What is required.
When a line below contains the word "edges", copy that line.

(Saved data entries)

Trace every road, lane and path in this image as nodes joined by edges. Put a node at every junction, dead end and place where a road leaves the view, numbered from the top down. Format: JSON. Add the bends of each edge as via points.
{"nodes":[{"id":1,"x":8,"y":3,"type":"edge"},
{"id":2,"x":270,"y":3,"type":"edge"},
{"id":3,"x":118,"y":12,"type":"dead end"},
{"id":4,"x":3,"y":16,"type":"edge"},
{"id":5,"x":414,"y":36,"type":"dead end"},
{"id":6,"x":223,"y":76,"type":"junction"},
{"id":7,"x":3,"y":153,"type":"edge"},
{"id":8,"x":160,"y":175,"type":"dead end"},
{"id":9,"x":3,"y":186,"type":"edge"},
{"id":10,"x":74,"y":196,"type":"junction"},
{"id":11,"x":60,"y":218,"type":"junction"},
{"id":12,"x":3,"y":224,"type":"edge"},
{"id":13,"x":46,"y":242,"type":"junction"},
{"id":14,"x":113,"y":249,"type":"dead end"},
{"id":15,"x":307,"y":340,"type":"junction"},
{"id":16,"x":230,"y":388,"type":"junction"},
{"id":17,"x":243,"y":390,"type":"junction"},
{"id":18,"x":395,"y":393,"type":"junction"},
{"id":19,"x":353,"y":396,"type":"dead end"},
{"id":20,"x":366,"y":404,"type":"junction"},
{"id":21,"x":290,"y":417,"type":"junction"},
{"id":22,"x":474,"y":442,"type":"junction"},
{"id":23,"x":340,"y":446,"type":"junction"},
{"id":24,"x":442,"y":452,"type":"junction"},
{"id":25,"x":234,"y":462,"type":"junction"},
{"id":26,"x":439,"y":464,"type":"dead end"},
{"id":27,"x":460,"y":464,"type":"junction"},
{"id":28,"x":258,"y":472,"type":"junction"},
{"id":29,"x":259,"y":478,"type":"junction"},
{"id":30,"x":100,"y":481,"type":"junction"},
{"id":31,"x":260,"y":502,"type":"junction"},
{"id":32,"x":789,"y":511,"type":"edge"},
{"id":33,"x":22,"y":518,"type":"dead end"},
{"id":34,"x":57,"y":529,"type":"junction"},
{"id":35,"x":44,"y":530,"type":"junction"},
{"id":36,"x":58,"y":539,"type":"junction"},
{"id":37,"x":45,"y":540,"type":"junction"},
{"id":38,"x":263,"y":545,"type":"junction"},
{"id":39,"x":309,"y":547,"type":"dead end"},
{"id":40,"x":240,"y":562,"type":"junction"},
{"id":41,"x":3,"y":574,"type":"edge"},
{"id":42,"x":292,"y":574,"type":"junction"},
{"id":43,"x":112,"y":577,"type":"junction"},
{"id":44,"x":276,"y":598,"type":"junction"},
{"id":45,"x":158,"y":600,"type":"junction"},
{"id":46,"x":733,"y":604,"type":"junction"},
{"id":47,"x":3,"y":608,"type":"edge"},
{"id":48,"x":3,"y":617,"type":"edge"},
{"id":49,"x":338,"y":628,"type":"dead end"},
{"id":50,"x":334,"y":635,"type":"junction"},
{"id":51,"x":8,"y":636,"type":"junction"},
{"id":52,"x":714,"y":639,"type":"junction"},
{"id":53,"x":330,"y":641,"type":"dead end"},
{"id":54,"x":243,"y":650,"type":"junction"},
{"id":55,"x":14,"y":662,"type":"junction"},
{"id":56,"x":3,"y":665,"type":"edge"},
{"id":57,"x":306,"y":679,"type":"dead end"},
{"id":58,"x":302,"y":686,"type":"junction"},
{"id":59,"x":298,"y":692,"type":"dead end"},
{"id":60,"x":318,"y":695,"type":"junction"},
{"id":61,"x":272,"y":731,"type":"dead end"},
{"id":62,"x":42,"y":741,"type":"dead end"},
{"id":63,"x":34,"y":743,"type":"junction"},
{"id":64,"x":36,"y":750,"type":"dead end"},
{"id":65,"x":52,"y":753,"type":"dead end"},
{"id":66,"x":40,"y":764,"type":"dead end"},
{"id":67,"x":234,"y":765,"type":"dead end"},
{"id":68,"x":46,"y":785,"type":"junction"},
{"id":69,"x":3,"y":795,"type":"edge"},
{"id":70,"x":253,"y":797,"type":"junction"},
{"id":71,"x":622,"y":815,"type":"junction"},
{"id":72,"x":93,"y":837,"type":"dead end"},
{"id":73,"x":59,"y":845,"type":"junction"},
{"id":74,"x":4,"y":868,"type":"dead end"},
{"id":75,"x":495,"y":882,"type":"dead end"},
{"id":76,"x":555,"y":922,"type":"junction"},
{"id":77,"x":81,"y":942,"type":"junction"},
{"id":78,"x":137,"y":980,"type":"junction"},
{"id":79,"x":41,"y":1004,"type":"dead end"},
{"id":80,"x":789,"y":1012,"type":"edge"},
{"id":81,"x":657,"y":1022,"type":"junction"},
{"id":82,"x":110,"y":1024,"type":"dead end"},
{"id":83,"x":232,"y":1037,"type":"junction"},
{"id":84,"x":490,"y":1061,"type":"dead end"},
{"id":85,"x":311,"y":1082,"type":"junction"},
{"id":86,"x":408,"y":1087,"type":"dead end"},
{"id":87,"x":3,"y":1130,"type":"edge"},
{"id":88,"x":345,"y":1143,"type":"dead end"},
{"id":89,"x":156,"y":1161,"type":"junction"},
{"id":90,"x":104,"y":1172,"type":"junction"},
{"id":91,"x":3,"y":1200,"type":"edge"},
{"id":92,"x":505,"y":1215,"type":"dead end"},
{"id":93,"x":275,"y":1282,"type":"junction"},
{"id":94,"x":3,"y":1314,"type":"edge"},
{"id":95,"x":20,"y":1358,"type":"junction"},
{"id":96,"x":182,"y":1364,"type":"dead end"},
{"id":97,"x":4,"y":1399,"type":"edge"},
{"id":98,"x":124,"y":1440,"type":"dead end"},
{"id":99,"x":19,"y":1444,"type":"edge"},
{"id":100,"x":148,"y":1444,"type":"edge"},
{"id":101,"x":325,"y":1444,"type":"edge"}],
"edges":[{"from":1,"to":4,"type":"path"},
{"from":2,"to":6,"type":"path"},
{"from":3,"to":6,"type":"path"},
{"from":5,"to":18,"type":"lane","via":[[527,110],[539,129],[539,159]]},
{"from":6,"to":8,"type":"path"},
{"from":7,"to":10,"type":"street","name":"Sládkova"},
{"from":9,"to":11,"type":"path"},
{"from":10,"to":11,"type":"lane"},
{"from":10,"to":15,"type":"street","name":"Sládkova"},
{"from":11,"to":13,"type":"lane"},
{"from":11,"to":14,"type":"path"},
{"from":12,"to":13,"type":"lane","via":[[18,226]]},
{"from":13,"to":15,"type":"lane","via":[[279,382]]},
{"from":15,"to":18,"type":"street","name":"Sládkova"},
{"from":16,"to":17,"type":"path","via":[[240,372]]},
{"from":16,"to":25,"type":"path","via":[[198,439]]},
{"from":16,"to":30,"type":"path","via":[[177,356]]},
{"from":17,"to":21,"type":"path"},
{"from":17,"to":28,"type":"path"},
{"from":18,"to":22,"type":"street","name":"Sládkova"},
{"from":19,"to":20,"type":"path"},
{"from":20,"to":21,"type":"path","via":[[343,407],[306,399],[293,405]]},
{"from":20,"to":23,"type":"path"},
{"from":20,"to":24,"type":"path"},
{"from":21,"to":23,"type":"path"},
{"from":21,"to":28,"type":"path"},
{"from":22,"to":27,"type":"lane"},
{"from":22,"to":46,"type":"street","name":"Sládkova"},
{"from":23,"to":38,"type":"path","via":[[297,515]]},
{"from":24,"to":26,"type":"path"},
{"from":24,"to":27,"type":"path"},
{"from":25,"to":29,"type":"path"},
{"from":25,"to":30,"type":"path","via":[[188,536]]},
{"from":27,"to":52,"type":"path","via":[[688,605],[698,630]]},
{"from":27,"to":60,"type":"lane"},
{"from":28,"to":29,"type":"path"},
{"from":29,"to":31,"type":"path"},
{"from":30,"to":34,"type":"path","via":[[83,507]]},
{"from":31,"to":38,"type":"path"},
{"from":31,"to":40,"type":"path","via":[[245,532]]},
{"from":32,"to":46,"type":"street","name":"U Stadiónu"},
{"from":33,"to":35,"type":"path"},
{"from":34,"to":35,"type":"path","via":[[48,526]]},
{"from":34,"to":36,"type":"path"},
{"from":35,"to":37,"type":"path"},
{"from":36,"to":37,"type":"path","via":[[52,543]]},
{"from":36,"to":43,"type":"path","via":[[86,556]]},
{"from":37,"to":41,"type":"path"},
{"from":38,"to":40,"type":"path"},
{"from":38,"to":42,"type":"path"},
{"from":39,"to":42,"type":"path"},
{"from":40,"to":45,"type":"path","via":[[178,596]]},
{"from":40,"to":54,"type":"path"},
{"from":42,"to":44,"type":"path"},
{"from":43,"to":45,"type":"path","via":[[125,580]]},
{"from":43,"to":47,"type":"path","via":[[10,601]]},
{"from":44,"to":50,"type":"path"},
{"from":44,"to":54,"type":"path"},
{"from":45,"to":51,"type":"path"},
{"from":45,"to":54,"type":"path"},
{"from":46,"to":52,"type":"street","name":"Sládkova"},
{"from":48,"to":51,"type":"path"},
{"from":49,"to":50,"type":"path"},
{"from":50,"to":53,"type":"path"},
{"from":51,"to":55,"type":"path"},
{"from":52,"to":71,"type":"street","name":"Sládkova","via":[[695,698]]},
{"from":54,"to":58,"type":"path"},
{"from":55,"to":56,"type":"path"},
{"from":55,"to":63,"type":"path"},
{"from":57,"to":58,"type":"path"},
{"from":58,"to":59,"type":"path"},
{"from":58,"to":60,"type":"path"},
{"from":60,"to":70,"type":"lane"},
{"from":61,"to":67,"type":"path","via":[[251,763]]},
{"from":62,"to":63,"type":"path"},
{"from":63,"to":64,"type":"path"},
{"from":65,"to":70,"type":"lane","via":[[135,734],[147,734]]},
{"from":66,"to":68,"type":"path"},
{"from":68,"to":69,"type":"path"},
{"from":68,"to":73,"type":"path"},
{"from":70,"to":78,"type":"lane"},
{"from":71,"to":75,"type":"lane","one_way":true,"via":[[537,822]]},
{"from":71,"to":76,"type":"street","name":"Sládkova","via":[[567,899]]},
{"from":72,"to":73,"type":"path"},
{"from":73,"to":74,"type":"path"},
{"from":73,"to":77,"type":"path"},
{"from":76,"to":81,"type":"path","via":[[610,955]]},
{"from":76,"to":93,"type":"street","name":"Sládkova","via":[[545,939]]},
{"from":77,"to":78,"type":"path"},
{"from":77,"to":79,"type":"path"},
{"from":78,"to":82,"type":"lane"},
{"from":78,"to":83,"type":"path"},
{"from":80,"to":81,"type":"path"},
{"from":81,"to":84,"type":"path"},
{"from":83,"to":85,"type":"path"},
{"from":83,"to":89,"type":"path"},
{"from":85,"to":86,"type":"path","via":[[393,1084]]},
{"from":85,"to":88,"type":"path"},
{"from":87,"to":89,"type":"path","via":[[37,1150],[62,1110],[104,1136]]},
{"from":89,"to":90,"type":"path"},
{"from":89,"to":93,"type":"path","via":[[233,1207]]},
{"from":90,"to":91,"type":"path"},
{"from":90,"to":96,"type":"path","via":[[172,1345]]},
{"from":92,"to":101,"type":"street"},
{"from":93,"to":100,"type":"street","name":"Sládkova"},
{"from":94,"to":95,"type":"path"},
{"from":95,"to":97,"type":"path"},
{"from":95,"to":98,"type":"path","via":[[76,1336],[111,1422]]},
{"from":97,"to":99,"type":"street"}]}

Reply.
Trace every road, lane and path in this image as nodes joined by edges. Put a node at every junction, dead end and place where a road leaves the view, numbered from the top down. Format: JSON. Add the bends of each edge as via points.
"edges":[{"from":1,"to":4,"type":"path"},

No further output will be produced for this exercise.